Task details
From the line containing "thumb mcp: (411, 228)" to the final line of the entries, every line is to be reproduced exactly; no other line belongs in the output.

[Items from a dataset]
■ ■ ■ ■ ■ ■ ■
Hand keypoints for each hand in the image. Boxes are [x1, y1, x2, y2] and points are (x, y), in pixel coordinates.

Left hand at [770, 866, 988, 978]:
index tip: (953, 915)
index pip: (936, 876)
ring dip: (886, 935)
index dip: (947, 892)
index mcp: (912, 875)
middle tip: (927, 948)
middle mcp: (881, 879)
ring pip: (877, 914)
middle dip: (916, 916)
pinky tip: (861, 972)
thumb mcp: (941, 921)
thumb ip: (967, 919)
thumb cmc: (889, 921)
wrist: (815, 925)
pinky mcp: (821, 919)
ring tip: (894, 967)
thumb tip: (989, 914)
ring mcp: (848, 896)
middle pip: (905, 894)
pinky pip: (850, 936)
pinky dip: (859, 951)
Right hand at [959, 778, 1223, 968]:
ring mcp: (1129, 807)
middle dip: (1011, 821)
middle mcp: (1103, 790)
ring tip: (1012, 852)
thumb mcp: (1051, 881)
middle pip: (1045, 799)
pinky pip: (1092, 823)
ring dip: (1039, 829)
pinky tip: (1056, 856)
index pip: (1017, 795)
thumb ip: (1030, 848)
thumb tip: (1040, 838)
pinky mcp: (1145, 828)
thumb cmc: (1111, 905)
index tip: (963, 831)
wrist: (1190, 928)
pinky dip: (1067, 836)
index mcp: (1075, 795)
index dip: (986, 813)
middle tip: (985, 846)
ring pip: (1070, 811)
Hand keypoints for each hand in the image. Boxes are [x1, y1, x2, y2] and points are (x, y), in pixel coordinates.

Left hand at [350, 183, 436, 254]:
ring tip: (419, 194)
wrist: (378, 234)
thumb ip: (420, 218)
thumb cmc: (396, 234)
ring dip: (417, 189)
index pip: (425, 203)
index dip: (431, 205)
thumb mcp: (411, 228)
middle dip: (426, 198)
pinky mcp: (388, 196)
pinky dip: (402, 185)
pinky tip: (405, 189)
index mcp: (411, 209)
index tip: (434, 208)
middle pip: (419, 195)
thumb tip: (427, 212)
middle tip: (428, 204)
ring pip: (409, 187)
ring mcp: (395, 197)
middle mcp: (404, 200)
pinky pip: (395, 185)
■ ■ ■ ■ ■ ■ ■
Worked solution
thumb mcp: (411, 228)
middle dip: (426, 198)
pinky mcp: (388, 196)
pinky dip: (402, 185)
pinky tip: (405, 189)
index mcp: (411, 209)
index tip: (434, 208)
middle pip: (419, 195)
thumb tip: (427, 212)
middle tip: (428, 204)
ring pip: (409, 187)
ring mcp: (395, 197)
middle mcp: (404, 200)
pinky pip: (395, 185)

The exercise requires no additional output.